- 39,069 dormant Bitcoin wallets holding approximately 3.79 million BTC are at the center of the lawsuit.
- The lawsuit was filed in the New York Supreme Court on May 1, 2026.
- Plaintiffs argue the wallets qualify as abandoned property under New York lost-property laws.
- The wallets allegedly include addresses linked to Satoshi Nakamoto, early Bitcoin miners, lost coins, Casascius coins, and the Mt. Gox hacker wallet.
- The plaintiffs claim they followed statutory procedures including NYPD reporting and public blockchain notices.
- Even if the plaintiffs win ownership rights, they would still lack access to the Bitcoin without the corresponding private keys.
A lawsuit filed in the New York Supreme Court on May 1, 2026, is testing whether thousands of inactive Bitcoin wallets can legally be claimed as abandoned property under traditional New York lost-property laws.
The case, filed under Index No. 153119/2026 by law firm Lewis & Lin LLC, seeks ownership rights over 39,069 dormant Bitcoin wallets collectively holding approximately 3.79 million BTC, currently valued at around $285 billion.
The plaintiffs – identified as “Noah Doe,” ABC Company LLC, and XYZ Company LLC, argue that the wallets qualify as abandoned property after years of inactivity.

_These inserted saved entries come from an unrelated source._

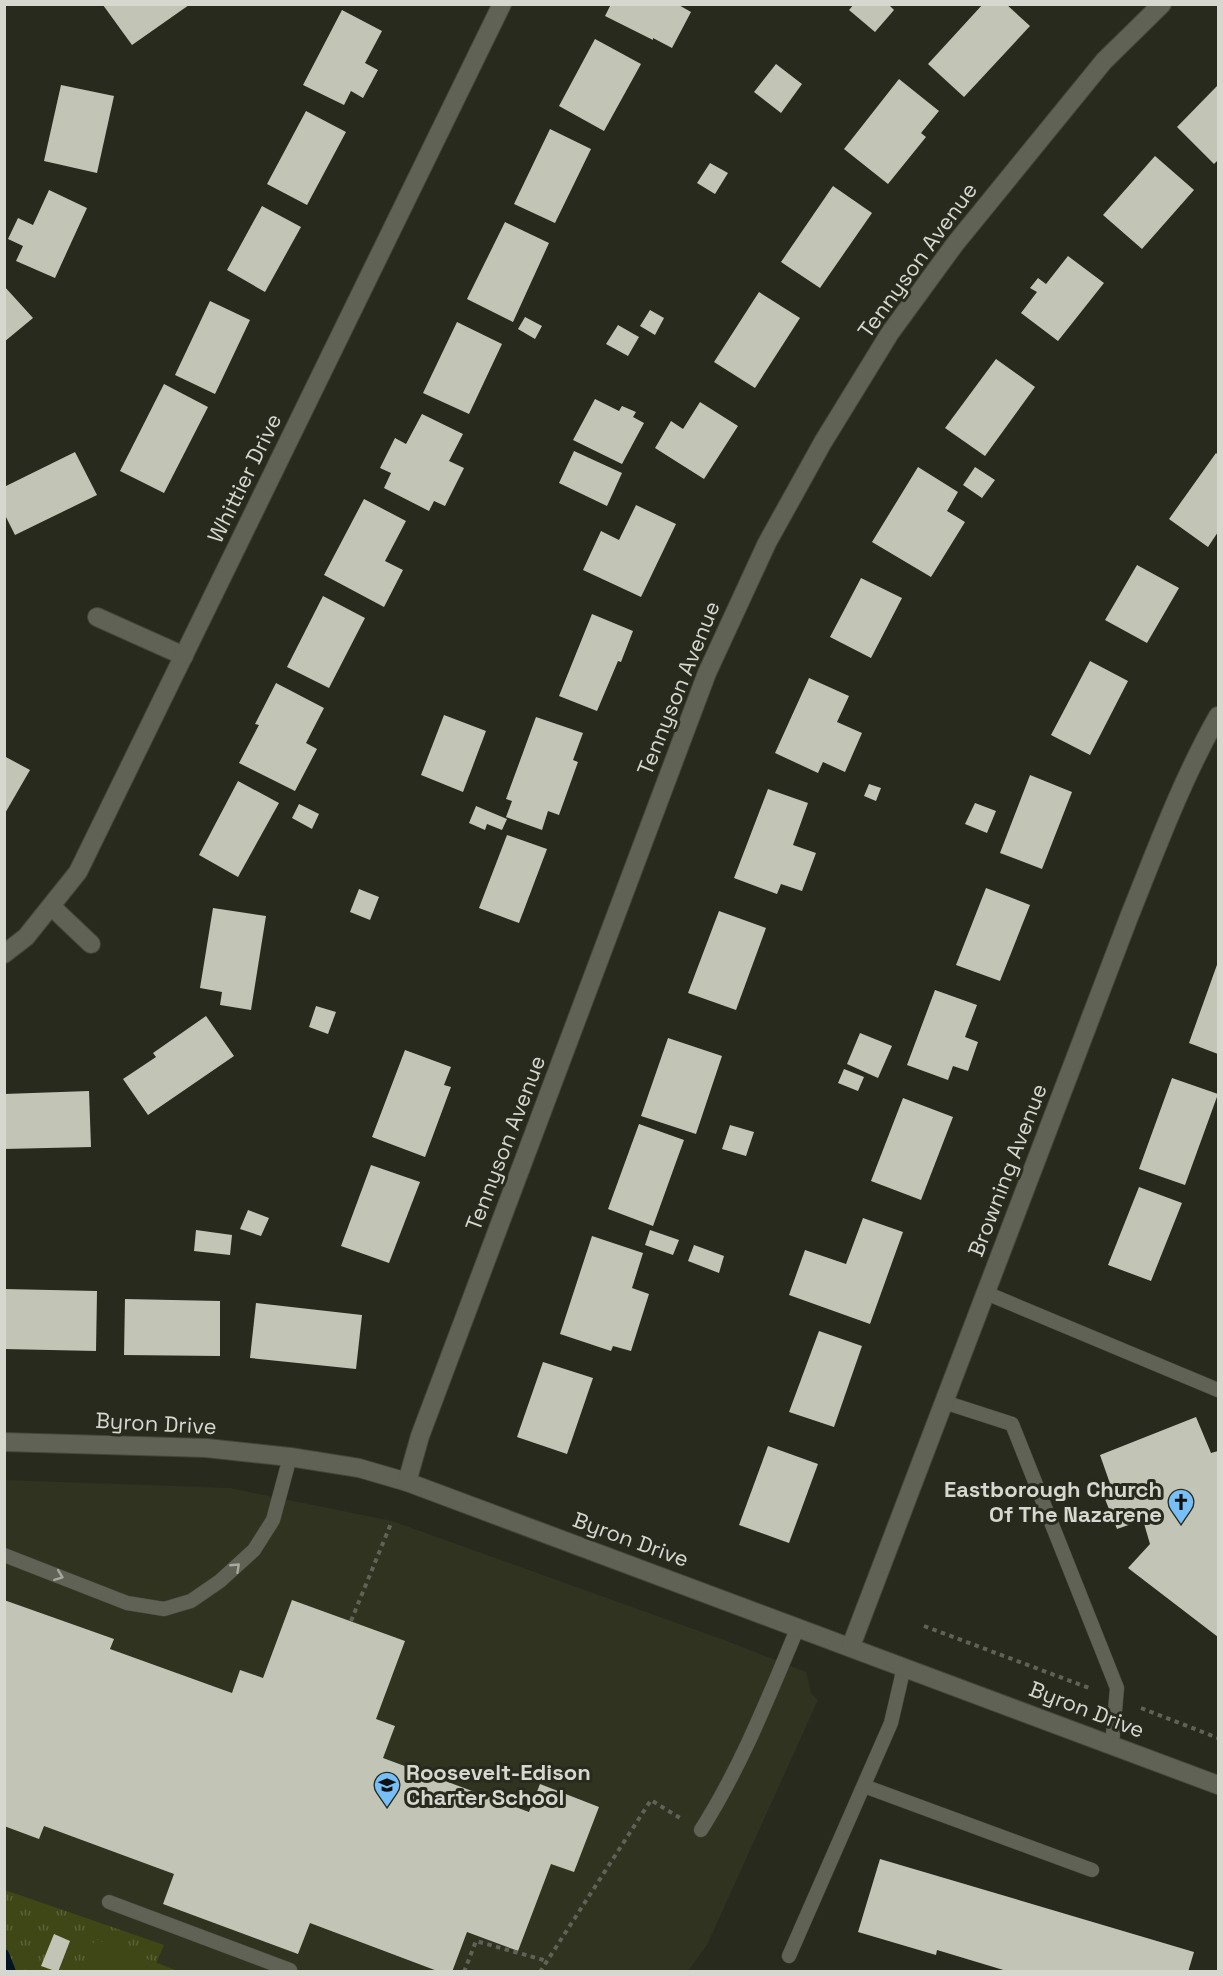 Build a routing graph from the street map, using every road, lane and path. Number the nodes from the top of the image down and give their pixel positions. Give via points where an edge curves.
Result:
1 (502, 4) edge
2 (1162, 4) edge
3 (97, 617) dead end
4 (184, 656) junction
5 (1218, 716) edge
6 (52, 907) junction
7 (91, 944) dead end
8 (4, 954) edge
9 (986, 1293) junction
10 (1218, 1390) edge
11 (944, 1402) junction
12 (4, 1442) edge
13 (290, 1457) junction
14 (406, 1482) junction
15 (392, 1521) dead end
16 (4, 1555) edge
17 (351, 1621) dead end
18 (924, 1626) dead end
19 (798, 1627) junction
20 (851, 1646) junction
21 (904, 1666) junction
22 (1116, 1699) junction
23 (1218, 1738) edge
24 (1112, 1745) junction
25 (1218, 1785) edge
26 (864, 1786) junction
27 (701, 1830) joint
28 (1092, 1870) dead end
29 (109, 1902) dead end
30 (789, 1956) dead end
31 (547, 1961) junction
32 (290, 1970) dead end
33 (464, 1971) edge
34 (540, 1971) edge

1 - 4 street, Whittier Drive
2 - 14 street, Tennyson Avenue via 1104,61 955,244 890,333 767,543 703,684
3 - 4 street
4 - 6 street, Whittier Drive via 78,872
5 - 9 street, Browning Avenue via 1164,830
6 - 7 street
6 - 8 street, Whittier Drive via 27,937
9 - 10 lane
9 - 11 street, Browning Avenue
11 - 20 street, Browning Avenue
11 - 22 lane via 1012,1424 1117,1688
12 - 13 street, Byron Drive via 206,1448
13 - 14 street, Byron Drive via 359,1468
16 -> 13 lane via 127,1603 164,1609 191,1601 254,1550 273,1520
14 - 19 street, Byron Drive
15 - 17 path
18 - 22 path
19 - 20 street, Byron Drive
19 - 27 lane via 751,1739 726,1791
20 - 21 street, Byron Drive
21 - 24 street, Byron Drive
21 - 26 lane via 891,1723
22 - 23 path
22 - 24 lane
24 - 25 street, Byron Drive
26 - 28 lane
26 - 30 lane
27 - 31 path via 651,1800
29 - 32 lane
31 - 33 path via 476,1941
31 - 34 path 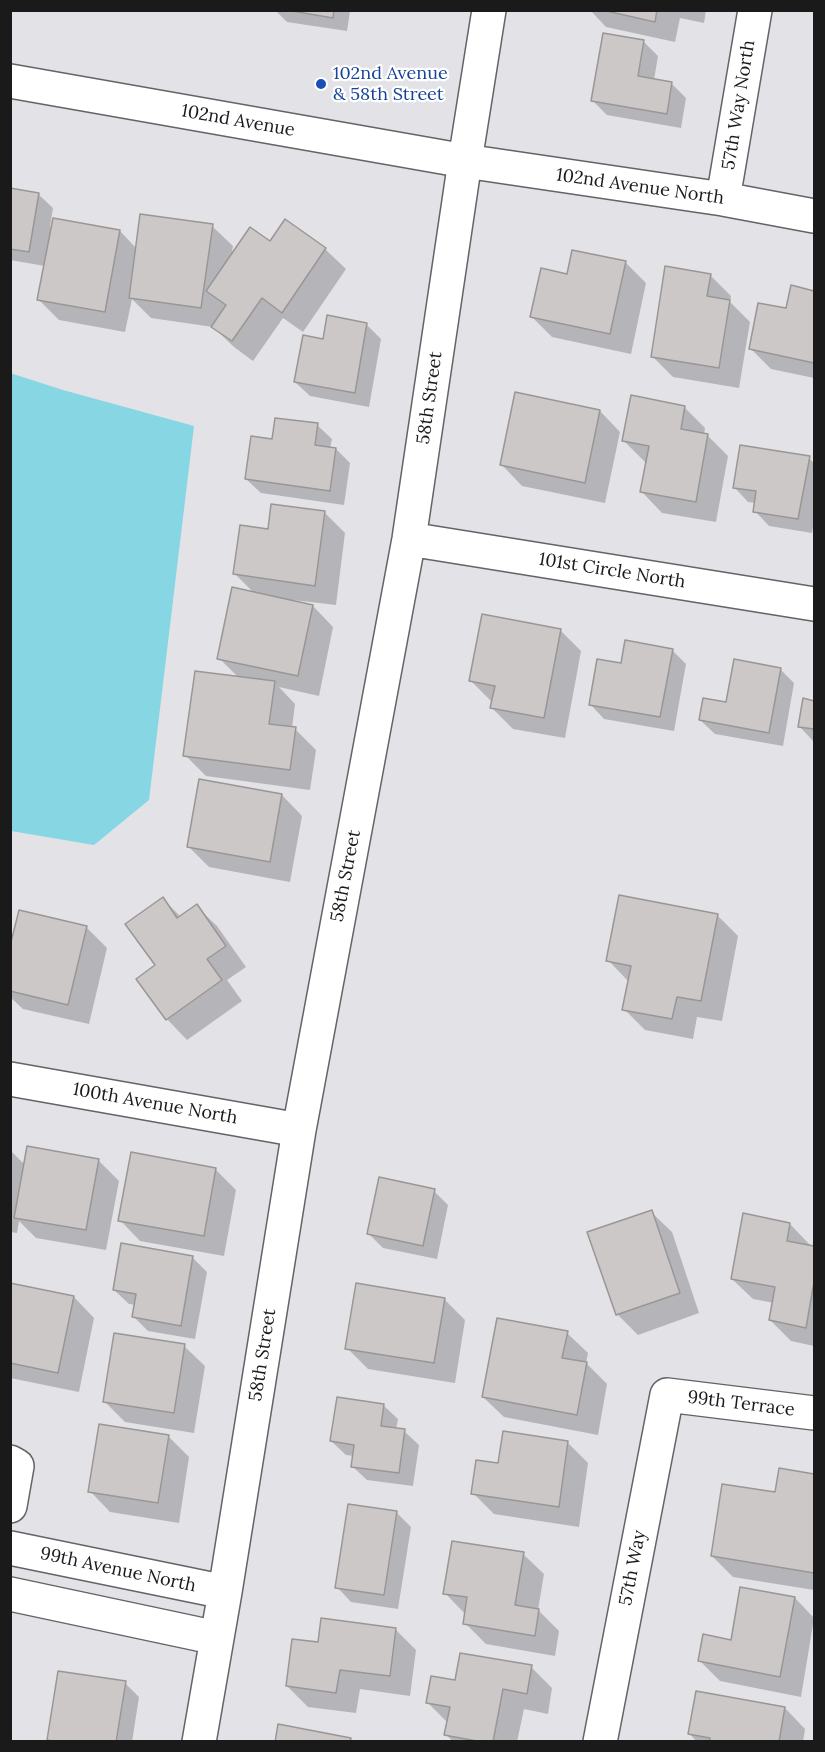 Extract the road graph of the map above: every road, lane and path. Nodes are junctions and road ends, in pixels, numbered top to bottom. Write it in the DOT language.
graph roads {
  1 [pos="489,10"];
  2 [pos="755,10"];
  3 [pos="10,81"];
  4 [pos="465,161"];
  5 [pos="723,199"];
  6 [pos="814,216"];
  7 [pos="409,539"];
  8 [pos="814,604"];
  9 [pos="10,1079"];
  10 [pos="299,1130"];
  11 [pos="667,1395"];
  12 [pos="814,1413"];
  13 [pos="10,1462"];
  14 [pos="10,1506"];
  15 [pos="10,1548"];
  16 [pos="225,1592"];
  17 [pos="10,1594"];
  18 [pos="217,1638"];
  19 [pos="199,1742"];
  20 [pos="600,1742"];
  1 -- 4 [label="street, 58th Street"];
  2 -- 5 [label="street, 57th Way North"];
  3 -- 4 [label="street, 102nd Avenue"];
  4 -- 5 [label="street, 102nd Avenue North"];
  4 -- 7 [label="street, 58th Street"];
  5 -- 6 [label="street, 102nd Avenue North"];
  7 -- 8 [label="street, 101st Circle North"];
  7 -- 10 [label="street, 58th Street"];
  9 -- 10 [label="street, 100th Avenue North"];
  10 -- 16 [label="street, 58th Street"];
  11 -- 12 [label="street, 99th Terrace"];
  11 -- 20 [label="street, 57th Way"];
  13 -- 14 [label="street"];
  15 -- 16 [label="street, 99th Avenue North"];
  16 -- 18 [label="street, 58th Street"];
  17 -- 18 [label="street"];
  18 -- 19 [label="street, 58th Street"];
}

They claim to have followed statutory procedures under New York Personal Property Law, including reporting the wallets to the NYPD and issuing public notices.
Key Limitation
Even if the plaintiffs win in court, they would gain only legal title to the Bitcoin. They would still lack practical access to the funds without the corresponding private keys.
How the Wallets Were Identified
According to the 901-page complaint, Noah Doe used a proprietary blockchain analysis algorithm between December 2024 and April 2025 to locate dormant self-custodied wallets.
The process identified:
- 1,625 wallets in December 2024
- 546 wallets in March 2025
- 39,911 wallets in April 2025
After removing duplicates and wallets that later showed activity, the final claim covers 39,069 addresses. The plaintiffs state they collected only publicly visible blockchain addresses and public keys, with no access to private keys.
The wallets reportedly include addresses linked to early Bitcoin miners, lost coins, Casascius coins, unidentified entities, wallets associated with Satoshi Nakamoto, and the wallet tied to the Mt. Gox hacker.
🚨🚨🚨A New York suit by “Noah Doe” and two Wyoming LLCs seeks a court order confirming their ownership of 39,069 long‑dormant Bitcoin wallets, arguing the wallets are legally “abandoned” property they found, reported to NYPD, noticed on‑chain and in the press, and then claimed… pic.twitter.com/34gH1Jqxxx
— Sani | TimechainIndex.com (@SaniExp) May 24, 2026
Sani, founder of Timechain Index, noted that many notices were sent to P2PKH versions of early Bitcoin addresses that held little or no BTC, while the actual balances remained in older P2PK wallets.
Notification Efforts
The plaintiffs say they conducted a broad notification campaign to alert potential owners, which included:
- OP_RETURN transactions on the Bitcoin blockchain containing legal notices
- A dedicated claims website
- A 90-day response period for owners
- A global press release distributed to more than 820 media outlets across 37 countries
Out of the 42,001 wallets initially identified, 2,932 were later excluded for various reasons, including 424 wallets that showed renewed on-chain activity indicating active ownership. The remaining 39,069 wallets showed no response or activity and were ultimately named as defendants in the lawsuit.
Legal Strategy
The case attempts to apply traditional lost-property statutes (New York Personal Property Law Sections 252 and 257) to self-custodied cryptocurrency wallets.
This differs from New York’s specific abandoned virtual currency rules, which apply mainly to custodial platforms and exchanges. The plaintiffs argue the wallets were “found” in New York County using computer systems located there, establishing court jurisdiction.
They claim ownership rights vested on:
- December 26, 2025
- March 31, 2026
- April 14, 2026
Potential Impact and Challenges
Legal experts have expressed skepticism about the case’s prospects, citing major jurisdictional issues, the decentralized nature of Bitcoin, and potential conflicts with inheritance laws or foreign ownership rules. The outcome could set a significant precedent for how courts treat dormant self-custodied crypto assets in the future.
The complaint acknowledges that Bitcoin’s design means control ultimately depends on possession of private keys, not court rulings. A favorable decision would therefore grant legal title without necessarily unlocking the actual Bitcoin.
This case remains ongoing in the New York Supreme Court.